Utilisez une lame de rasoir unilatérale pour découper un petit bloc de gélose contenant la rétine et collez le bloc en place contre le butée de gélose sur le disque d’échantillon. Transférez le disque d’échantillon sur l’arbre à microtomes vibrant et versez des tas de cibles glacées dans l’arbre, permettant au bloc avec la rétine d’être complètement immergé. Coupez des tranches rétiniennes d’une épaisseur d’environ 200 microns en utilisant le taux de vibration maximal de la lame avec une vitesse de lame vers l’avant réglée de telle sorte qu’il faut quatre à cinq secondes pour couper la rétine. Une fois.
Utilisez une lame de scalpel numéro 11 pour couper chaque tranche utilisable du bloc une à la fois. Placez les tranches contenant la rétine dans les chambres d’enregistrement et maintenez-les enfoncées. À l’aide d’ancrages de tranche, les fils de nylon croisent l’ancrage de tranche.
Maintenez la gélose autour de la rétine, laissant la rétine dégagée. Pour les enregistrements. Transférez la chambre d’enregistrement sur la platine du microscope vertical.
Fermez le rideau et allumez la source de lumière infrarouge pour voir la tranche sur une caméra sensible aux infrarouges. Au microscope, identifiez une tranche rétinienne avec des photorécepteurs intacts à l’angle de coupe approprié. Certains dommages de surface peuvent être apparents en raison du processus de tranchage.
À l’aide d’une pipette à l’extrémité cassée, aspirez doucement les corps cellulaires morts Pour éliminer cette fine couche de cellules, une fois qu’une couche saine de cellules vivantes a été révélée, identifiez un corps cellulaire dont la position est située dans les strates d’intérêt. Déplacez la pointe de la pipette de manière à ce qu’elle creuse la membrane cellulaire et appliquez une pression douce, négative ou vers l’intérieur pour obtenir un joint à haute résistance. Le mode cellule entière peut être obtenu en appliquant une pression négative sur l’électrode pour pénétrer dans la cellule.
Ensuite, stimulez le tissu rétinien avec de la lumière à l’aide de LED pour évoquer des réponses. À la fin de l’enregistrement, capturez une image en utilisant la lumière d’excitation appropriée pour le fluor qui s’est dialysé dans la cellule à partir de la solution interne de la pipette. Ici, les potentiels évoqués par la lumière d’un neurone rétinien adapté à l’obscurité à des éclairs de lumière de force croissante sont montrés.

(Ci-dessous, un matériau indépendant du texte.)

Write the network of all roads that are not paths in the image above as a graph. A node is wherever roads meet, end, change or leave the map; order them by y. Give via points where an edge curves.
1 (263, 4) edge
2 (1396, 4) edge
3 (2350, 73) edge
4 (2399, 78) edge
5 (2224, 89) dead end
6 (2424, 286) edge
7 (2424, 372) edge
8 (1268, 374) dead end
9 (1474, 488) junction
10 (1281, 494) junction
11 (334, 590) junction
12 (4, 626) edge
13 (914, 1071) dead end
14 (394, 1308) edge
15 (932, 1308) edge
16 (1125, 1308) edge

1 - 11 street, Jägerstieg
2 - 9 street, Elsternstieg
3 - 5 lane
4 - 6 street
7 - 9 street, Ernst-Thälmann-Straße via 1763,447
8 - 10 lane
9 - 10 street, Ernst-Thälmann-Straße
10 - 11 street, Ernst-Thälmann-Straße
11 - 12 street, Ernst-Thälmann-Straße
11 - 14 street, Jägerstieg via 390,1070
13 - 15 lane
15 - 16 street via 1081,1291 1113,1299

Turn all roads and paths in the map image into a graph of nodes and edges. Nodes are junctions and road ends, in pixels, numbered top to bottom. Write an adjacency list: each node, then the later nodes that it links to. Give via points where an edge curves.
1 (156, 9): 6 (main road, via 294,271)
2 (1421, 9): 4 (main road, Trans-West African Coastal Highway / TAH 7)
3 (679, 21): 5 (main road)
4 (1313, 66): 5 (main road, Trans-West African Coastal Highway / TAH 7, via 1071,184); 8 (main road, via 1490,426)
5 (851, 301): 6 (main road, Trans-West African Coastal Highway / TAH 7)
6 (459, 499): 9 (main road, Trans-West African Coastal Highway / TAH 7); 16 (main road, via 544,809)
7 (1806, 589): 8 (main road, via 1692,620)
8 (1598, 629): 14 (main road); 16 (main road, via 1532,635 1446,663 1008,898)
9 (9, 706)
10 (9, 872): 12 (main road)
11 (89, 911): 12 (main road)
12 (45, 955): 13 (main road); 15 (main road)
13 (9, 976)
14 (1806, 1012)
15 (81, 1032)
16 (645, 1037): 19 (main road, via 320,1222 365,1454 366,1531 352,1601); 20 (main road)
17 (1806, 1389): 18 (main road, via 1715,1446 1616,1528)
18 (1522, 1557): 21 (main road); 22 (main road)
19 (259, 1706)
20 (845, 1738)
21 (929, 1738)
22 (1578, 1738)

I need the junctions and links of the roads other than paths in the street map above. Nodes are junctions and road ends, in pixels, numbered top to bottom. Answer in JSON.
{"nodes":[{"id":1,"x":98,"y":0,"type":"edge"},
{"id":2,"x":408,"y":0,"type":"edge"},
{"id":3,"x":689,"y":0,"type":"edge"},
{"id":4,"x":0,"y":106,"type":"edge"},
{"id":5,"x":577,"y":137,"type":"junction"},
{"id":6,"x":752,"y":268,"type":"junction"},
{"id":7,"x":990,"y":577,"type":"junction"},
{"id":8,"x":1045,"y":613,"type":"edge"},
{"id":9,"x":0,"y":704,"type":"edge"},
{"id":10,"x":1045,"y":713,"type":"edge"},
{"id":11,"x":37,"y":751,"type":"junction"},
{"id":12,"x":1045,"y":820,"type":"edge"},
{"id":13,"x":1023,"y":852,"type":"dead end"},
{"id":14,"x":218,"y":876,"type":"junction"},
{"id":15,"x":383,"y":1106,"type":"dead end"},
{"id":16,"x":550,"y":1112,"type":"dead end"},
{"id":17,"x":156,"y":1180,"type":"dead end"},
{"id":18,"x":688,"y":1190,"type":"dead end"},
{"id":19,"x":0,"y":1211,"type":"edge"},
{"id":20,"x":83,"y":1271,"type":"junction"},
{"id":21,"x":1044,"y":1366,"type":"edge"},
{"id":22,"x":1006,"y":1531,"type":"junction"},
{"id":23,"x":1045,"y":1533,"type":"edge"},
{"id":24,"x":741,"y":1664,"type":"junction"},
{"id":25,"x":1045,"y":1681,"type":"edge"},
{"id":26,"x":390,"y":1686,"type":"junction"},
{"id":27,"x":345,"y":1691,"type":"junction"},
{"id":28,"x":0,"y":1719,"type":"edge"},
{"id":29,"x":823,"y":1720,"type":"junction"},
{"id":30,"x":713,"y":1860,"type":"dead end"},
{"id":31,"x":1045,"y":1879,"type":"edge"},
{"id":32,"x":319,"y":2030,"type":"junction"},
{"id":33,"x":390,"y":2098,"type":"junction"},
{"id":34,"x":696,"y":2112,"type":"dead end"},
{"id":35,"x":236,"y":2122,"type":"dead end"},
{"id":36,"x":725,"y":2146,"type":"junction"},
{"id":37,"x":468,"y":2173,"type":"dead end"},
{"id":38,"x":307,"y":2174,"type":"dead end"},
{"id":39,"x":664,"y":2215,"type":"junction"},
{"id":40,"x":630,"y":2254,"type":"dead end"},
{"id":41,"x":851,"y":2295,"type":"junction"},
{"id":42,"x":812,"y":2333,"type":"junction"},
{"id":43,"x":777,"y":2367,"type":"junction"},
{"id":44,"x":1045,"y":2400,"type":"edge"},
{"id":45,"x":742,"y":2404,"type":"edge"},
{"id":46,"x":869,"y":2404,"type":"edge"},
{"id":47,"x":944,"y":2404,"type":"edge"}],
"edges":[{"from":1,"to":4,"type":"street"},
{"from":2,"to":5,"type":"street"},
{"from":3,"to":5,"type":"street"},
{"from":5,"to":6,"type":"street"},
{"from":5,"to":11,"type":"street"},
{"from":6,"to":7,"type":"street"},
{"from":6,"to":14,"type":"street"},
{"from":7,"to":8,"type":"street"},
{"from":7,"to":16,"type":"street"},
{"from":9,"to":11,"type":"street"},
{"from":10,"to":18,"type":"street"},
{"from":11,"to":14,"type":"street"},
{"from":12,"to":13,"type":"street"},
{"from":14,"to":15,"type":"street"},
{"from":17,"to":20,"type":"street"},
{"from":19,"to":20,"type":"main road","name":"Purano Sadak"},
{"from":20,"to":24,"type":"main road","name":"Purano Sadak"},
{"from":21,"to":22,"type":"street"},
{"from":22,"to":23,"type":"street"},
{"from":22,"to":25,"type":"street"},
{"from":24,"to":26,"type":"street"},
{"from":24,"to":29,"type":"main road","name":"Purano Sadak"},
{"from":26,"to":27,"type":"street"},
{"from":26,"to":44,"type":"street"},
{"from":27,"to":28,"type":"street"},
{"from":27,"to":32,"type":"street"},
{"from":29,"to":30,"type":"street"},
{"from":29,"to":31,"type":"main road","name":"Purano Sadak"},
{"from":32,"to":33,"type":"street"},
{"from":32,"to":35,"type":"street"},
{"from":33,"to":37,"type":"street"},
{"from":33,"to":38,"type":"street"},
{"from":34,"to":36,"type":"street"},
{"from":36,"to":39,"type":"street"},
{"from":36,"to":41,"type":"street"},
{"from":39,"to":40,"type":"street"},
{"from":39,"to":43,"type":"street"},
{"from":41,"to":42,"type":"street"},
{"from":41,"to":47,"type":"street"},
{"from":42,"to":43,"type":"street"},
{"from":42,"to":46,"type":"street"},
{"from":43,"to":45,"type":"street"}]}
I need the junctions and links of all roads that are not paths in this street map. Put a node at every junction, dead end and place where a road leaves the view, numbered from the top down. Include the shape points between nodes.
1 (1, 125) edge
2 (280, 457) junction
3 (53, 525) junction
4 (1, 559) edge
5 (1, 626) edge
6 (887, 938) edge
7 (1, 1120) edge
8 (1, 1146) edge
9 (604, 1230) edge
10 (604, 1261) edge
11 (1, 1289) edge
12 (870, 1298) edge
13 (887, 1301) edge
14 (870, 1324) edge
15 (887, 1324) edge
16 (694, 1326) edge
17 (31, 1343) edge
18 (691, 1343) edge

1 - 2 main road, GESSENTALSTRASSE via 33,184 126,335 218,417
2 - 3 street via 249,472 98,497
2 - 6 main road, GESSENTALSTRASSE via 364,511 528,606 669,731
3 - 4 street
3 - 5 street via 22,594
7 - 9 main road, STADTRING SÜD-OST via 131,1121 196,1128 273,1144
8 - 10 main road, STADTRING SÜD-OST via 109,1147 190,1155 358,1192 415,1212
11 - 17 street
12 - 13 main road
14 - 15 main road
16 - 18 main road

Cette figure est une image de fluorescence prise à partir d’une coupe rétinienne où les cellules ont été remplies de la fluorescence évoquée par le jaune Fluor Lucifer montre la morphologie des cellules à partir desquelles des enregistrements de patch ont été effectués. Après avoir regardé cette vidéo, vous devriez avoir une meilleure compréhension de certaines des complexités de la réalisation d’enregistrements de patch-clamp à partir de tranches rétiniennes adaptées à l’obscurité. Le but de cette procédure est de mesurer les réponses évoquées de la lumière sous éclairage contrôlé.
Pour ce faire, nous devons d’abord isoler la rétine, l’intégrer dans une tarière, puis préparer des coupes rétiniennes à partir desquelles nous pouvons faire des enregistrements de cellules uniques.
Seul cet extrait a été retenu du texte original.